Cinema e verdade: fundamentações para uma hermenêutica-fenomenológica dos filmes
Luan Alves dos Santos Ribeiro
- Autor
- Luan Alves dos Santos Ribeiro
- Revista
- Griot : Revista de Filosofia
- Edição
- 24 / 2
- Ano
- 2024
- DOI
- 10.31977/grirfi.v24i2.4832
- Páginas
- 301-320
- Idioma
- pt
A presente investigação filosófica busca realizar questionamentos para a fundamentação de uma hermenêutica-fenomenológica dos filmes que o concebem no sentido de eventos da verdade ontológica, queremos dizer, da aletheia: verdade como aparecimento e concomitante ocultamento de significações. Para cumprir tal objetivo, primeiramente iremos opor a concepção da verdade tal como fundamentada por Heidegger à noção aristotélica de verdade correspondencial de modo a explicitar a dilatação da filosofia para além dos limites do discurso apofântico e caracterizar o cinema como poesia (Dichtung) que indica a tripla instituição (Stiftung) da verdade como doar (Schenken), como fundar (Gründen) e como iniciar (Anfangen) da história (Geschichte).
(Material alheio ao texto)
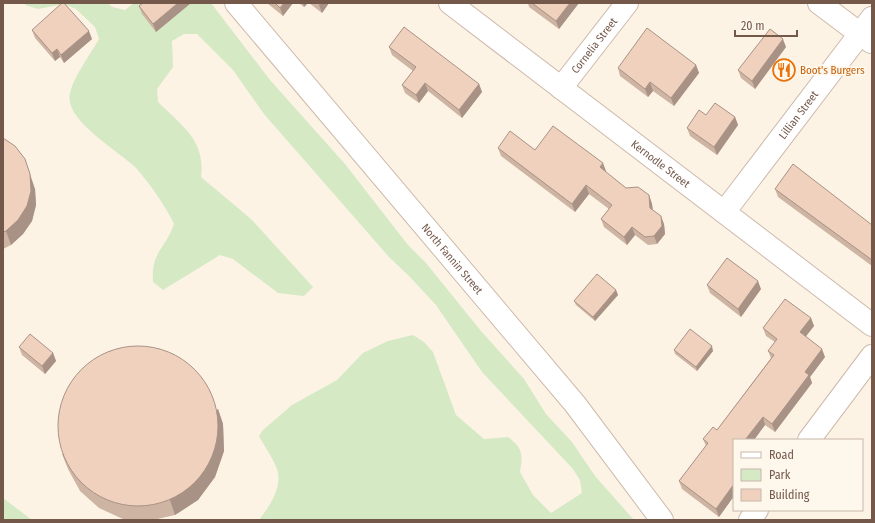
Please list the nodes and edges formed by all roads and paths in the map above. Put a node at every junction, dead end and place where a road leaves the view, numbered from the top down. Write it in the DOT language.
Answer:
graph roads {
  1 [pos="236,3"];
  2 [pos="450,3"];
  3 [pos="627,3"];
  4 [pos="819,3"];
  5 [pos="868,32"];
  6 [pos="561,88"];
  7 [pos="725,211"];
  8 [pos="872,325"];
  9 [pos="872,356"];
  10 [pos="810,439"];
  11 [pos="756,511"];
  12 [pos="662,520"];
  13 [pos="750,520"];
  1 -- 12 [label="street, North Fannin Street"];
  2 -- 6 [label="street, Kernodle Street"];
  3 -- 6 [label="street, Cornelia Street"];
  4 -- 5 [label="street"];
  5 -- 7 [label="street, Lillian Street"];
  6 -- 7 [label="street, Kernodle Street"];
  7 -- 8 [label="street, Kernodle Street"];
  9 -- 10 [label="street"];
  11 -- 13 [label="street"];
}
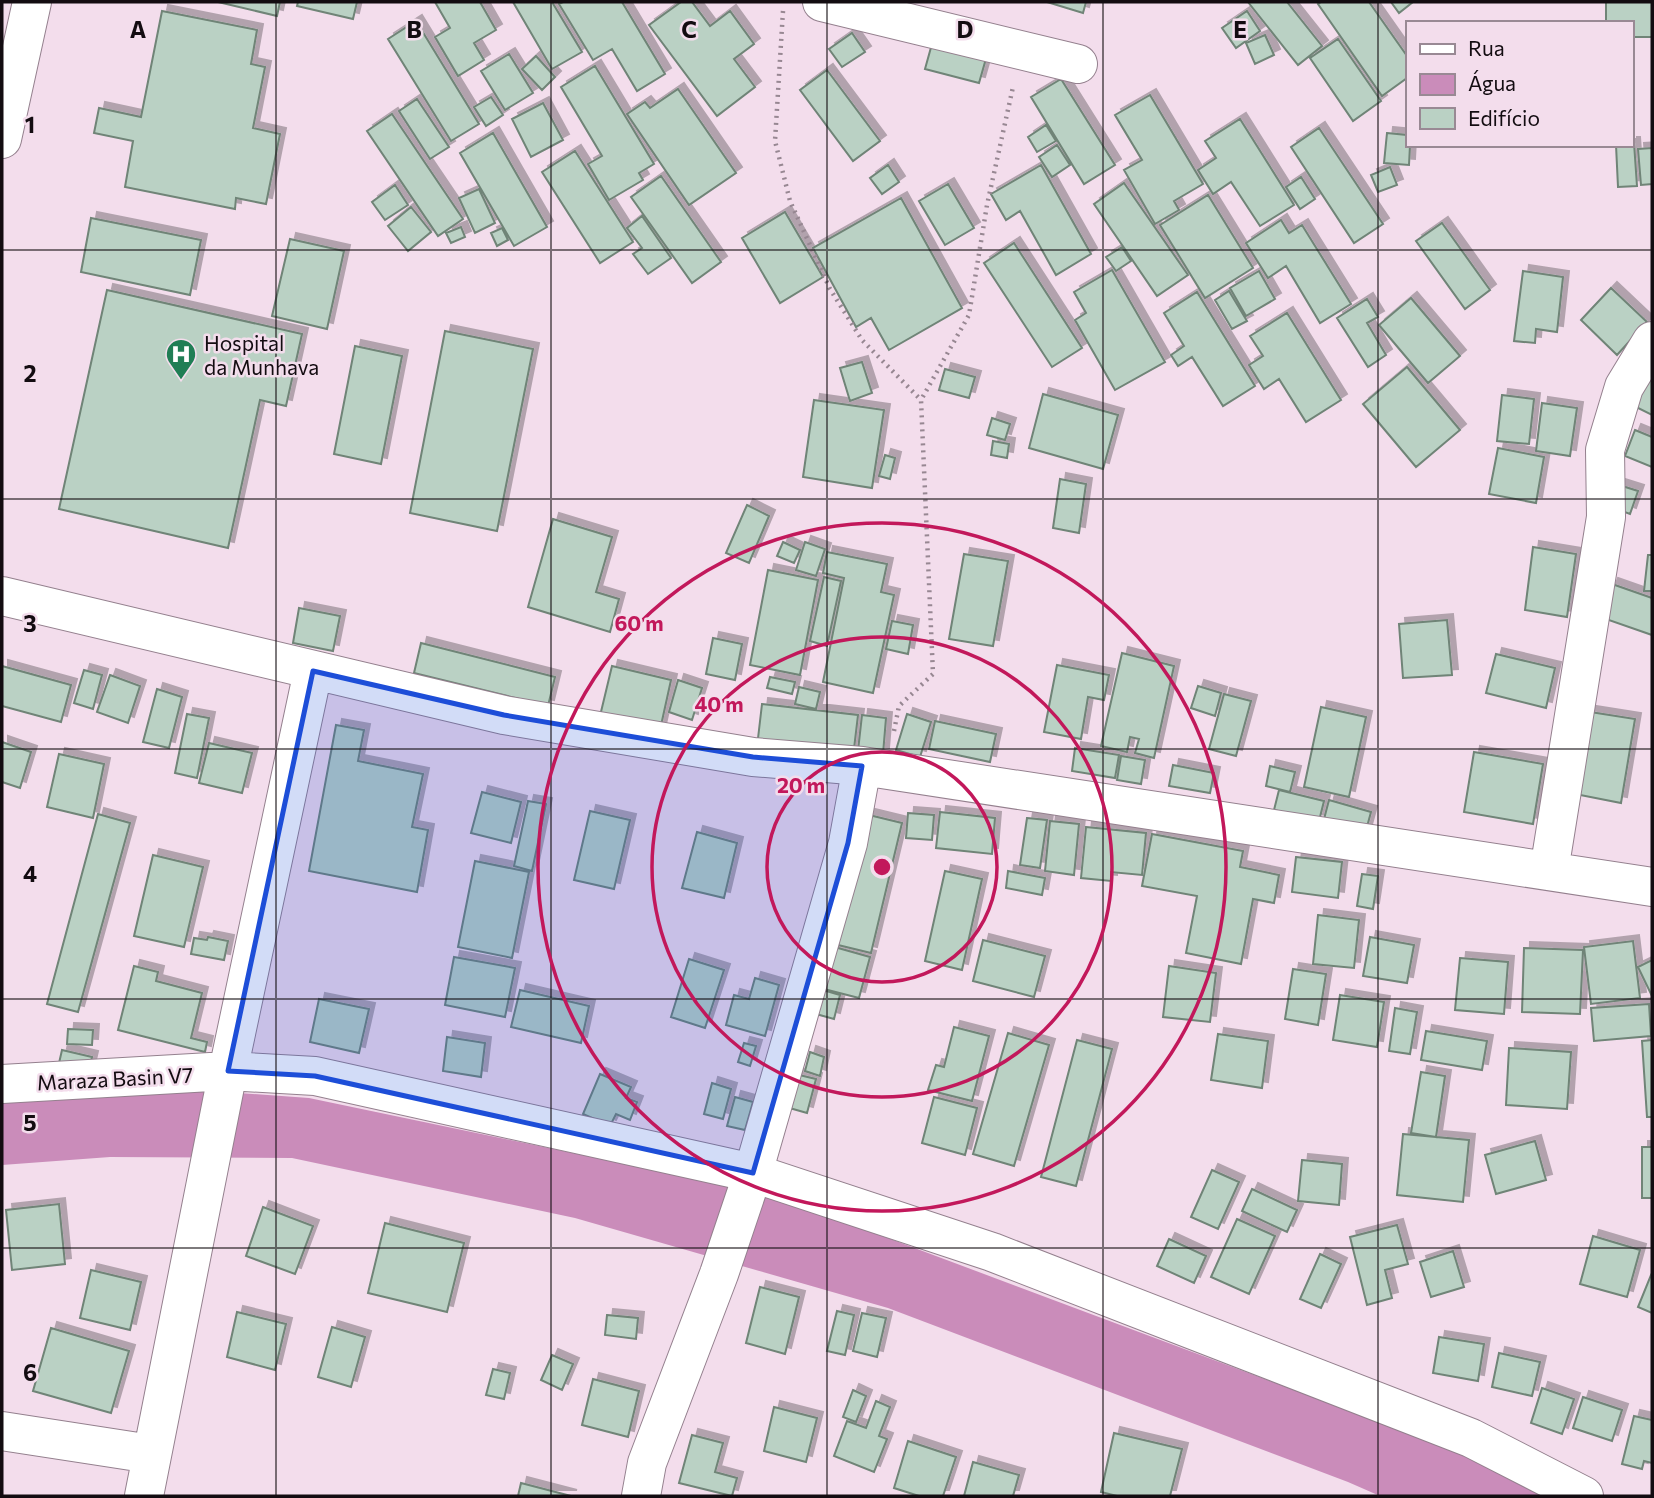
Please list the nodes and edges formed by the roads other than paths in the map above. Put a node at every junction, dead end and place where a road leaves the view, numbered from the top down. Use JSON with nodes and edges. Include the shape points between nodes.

Em nosso segundo momento, por sua vez, faremos considerações metodológicas a fim de consolidar o trato do cinema como um genuíno fenômeno (Phänomen) – não representação ou mimesis – e de delimitar nossa perspectiva interpretativa como alicerçada no dizer (léguen), que recolhe as suas fundamentações do discurso (lógos) da ontologia fundamental heideggeriana.